Table 1: Financial support among central banks: 1931-1932 vs 2012
As a share of GDP
(A negative figure indicates a debtor position, a positive one a creditor position)

Great recession table

Source:G. Toniolo, Central Bank Cooperation at the Bank for International Settlements, 1930-1973, Cambridge University press, 2005, pages 109-110.
P. Cour-Thimann, Target Balances and the Crisis in the Euro Area , IFO Forum April 2013 Volume 14, Special Issue
Notes:
(1) 13.5 Million dollar/1780.530 Austrian GDP in 1931; The loan had a 3 month maturity and was partially renewed several times
(2) 40.5 Million dollar/1462.71 Austrian GDP in 1932.
(3) 41Million dollar/1390.13 Hungarian GDP in 1931.The loan had a 3 months maturity and was renewed several times and consolidated in 1933
(4) 3 million dollar/1247.061 Yugoslavian GDP in 1931.
(5) 100 million dollar/ 20048.44 German GDP in 1931. The loan had a 3 weeks maturity
(6) 147.5/16474.58 GDP of France in 1931; the total support provided to Austria, Germany, Hungary and Yugoslavia is compared to the Income of the 3 largest creditor countries.
(7) 147.5/21724.43 GDP of UK in 1931; as in note 6.
(8) 147.57/82631.870 GDP of US in 1931 ; as in note 6.
The GDP figures (Estimated levels of aggregate GDP, expressed in current-price US$ and not adjusted for purchasing power) are from: Quantifying the Evolution of World Trade, 1870-1949, by Mariko J. Klasing and Petros Milionis
Target balances have no maturity and their cost is equal to the Main Refinancing Rate of the ECB, which at the end of 2012 was 0.75%.

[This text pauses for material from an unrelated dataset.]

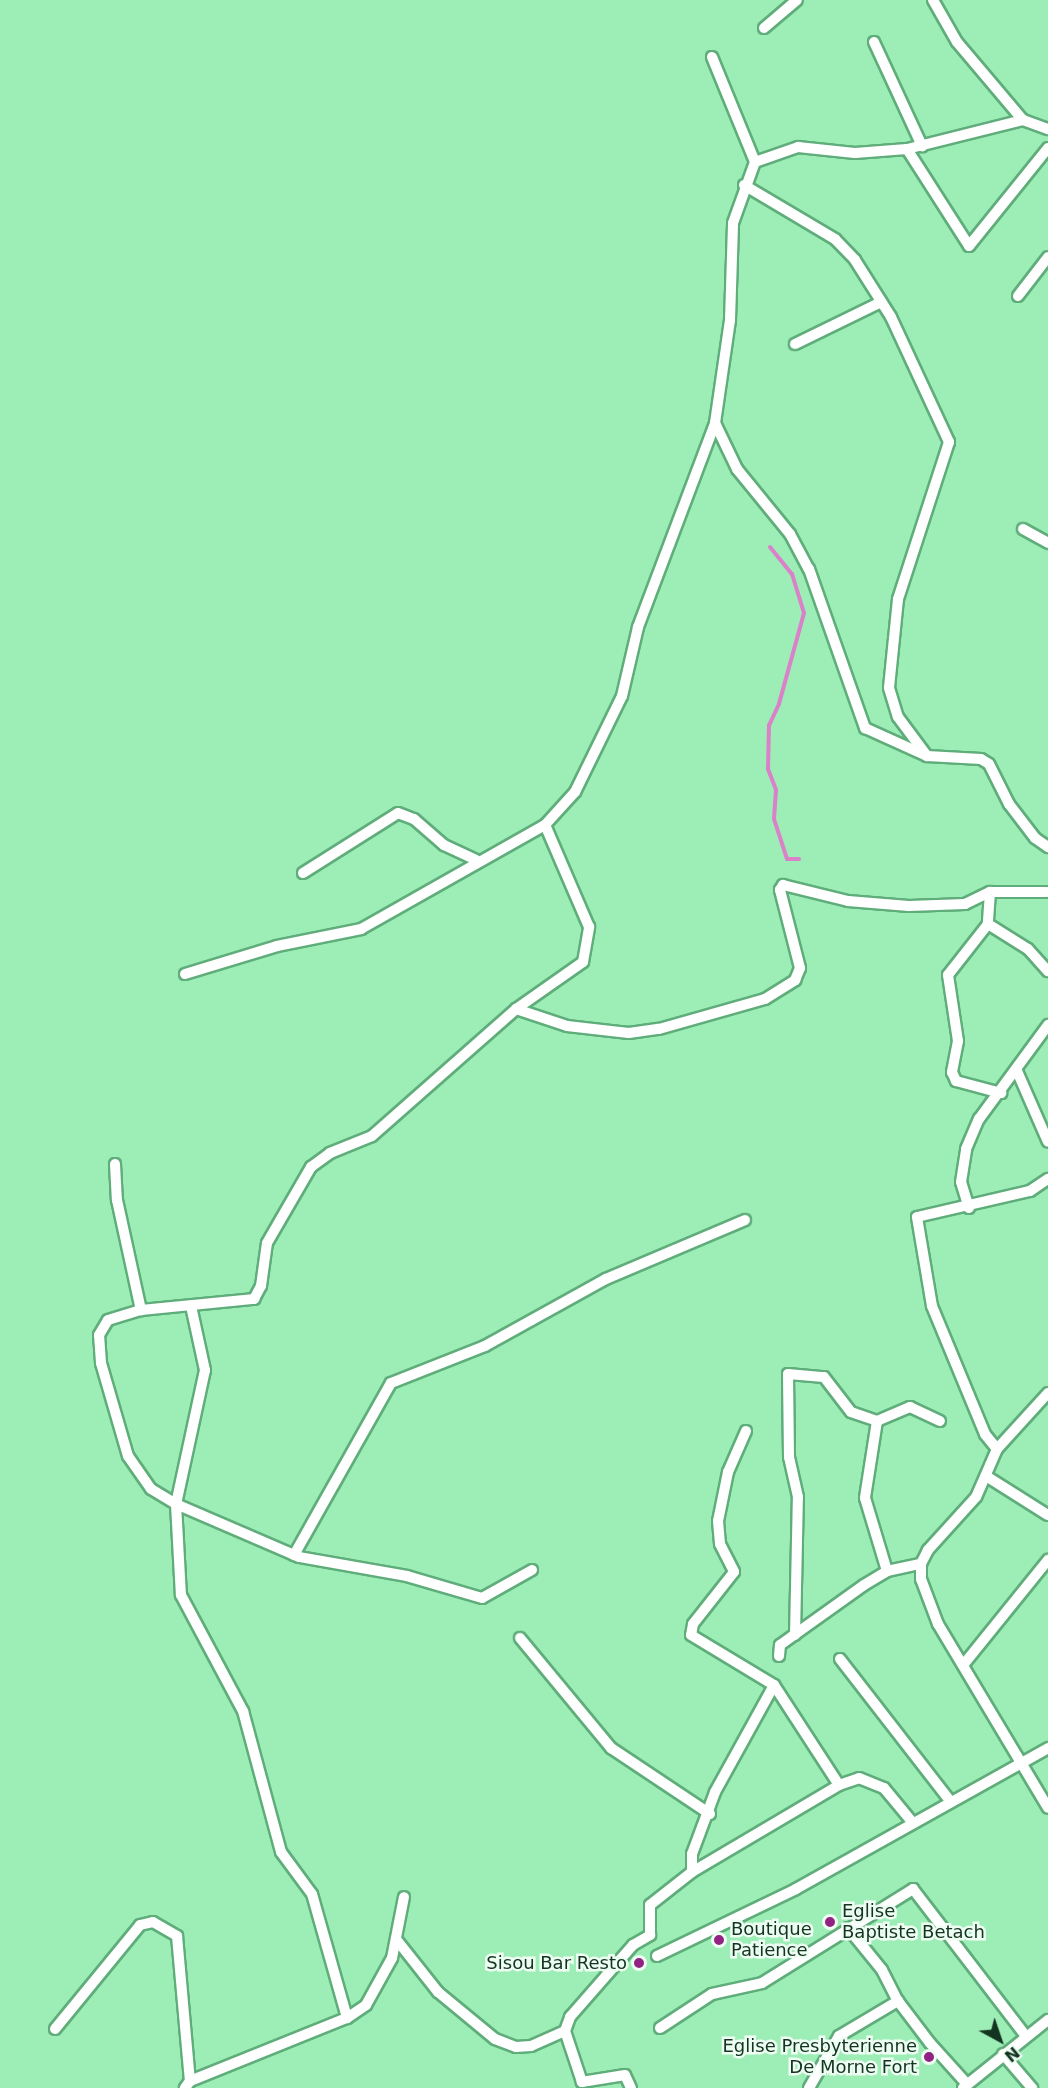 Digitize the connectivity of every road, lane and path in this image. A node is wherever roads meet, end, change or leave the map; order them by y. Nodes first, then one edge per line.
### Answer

One can draw five messages from the comparison:

1. While counterfactuals are always difficult to make, there is support for the hypothesis that the avoidance during the Great Recession of the catastrophic effects of the crisis in the 1930s was at least partially due to the much more forthcoming solidarity among central banks. 3 This can be seen as a specific aspect of a more general attitude, whereby the solution to the crisis was, unlike in the 1930s, grounded in international collaboration rather than in protectionism and autarky. 4

2. Germany, and more generally creditor countries, have provided during the Great Recession much more support than one could infer from public commentary and discussion in these countries. Of course, lending did not come from the Bundesbank alone, but the size and economic and financial solidity of Germany made its central bank the linchpin of the intra-central banks financial support during the Great Recession. It should be recalled, however, that this lending was also very profitable for the creditors: in a previous post it was estimated that the ECB, and therefore its owners, i.e. the National Central Banks, made nearly 70 billion € of extra-profits from their action to counter the Great Recession;5

3. Symmetrically, countries in the periphery do not seem to recognize the extent to which they were supported during the crisis;

4. The existence of the (Target2) intrinsic solidarity mechanism centered on the European Central Bank was critical, as it is doubtful that the same degree of support would have been possible without it. The preservation of monetary union, which implied unlimited lending through Target2 balances, within the overall framework of the European Union, was the critical difference with the 1930’s. Destructive positions like those of Sinn could have prevailed if the decision would have not been in-built in a new institution but taken in a highly politicised and discretionary environment, like in the 1930s, 6

5. Arguably, without conditionality, implicit or explicit, whereby the countries receiving financial support corrected their imbalances and vulnerabilities, there could not have been the same degree of financial support. Conditionality was enforced through the European Central Bank, pushing National Central Banks to pursue appropriate policies towards their banking system, and was accompanied, for the countries that had recourse to the financial support of other EU governments, by the explicit macroeconomic conditionality of adjustment programs. One cannot exclude that the rhetoric of creditor countries and of the EU institutions, in particular the EU Commission, had to be tough just to enforce conditionality.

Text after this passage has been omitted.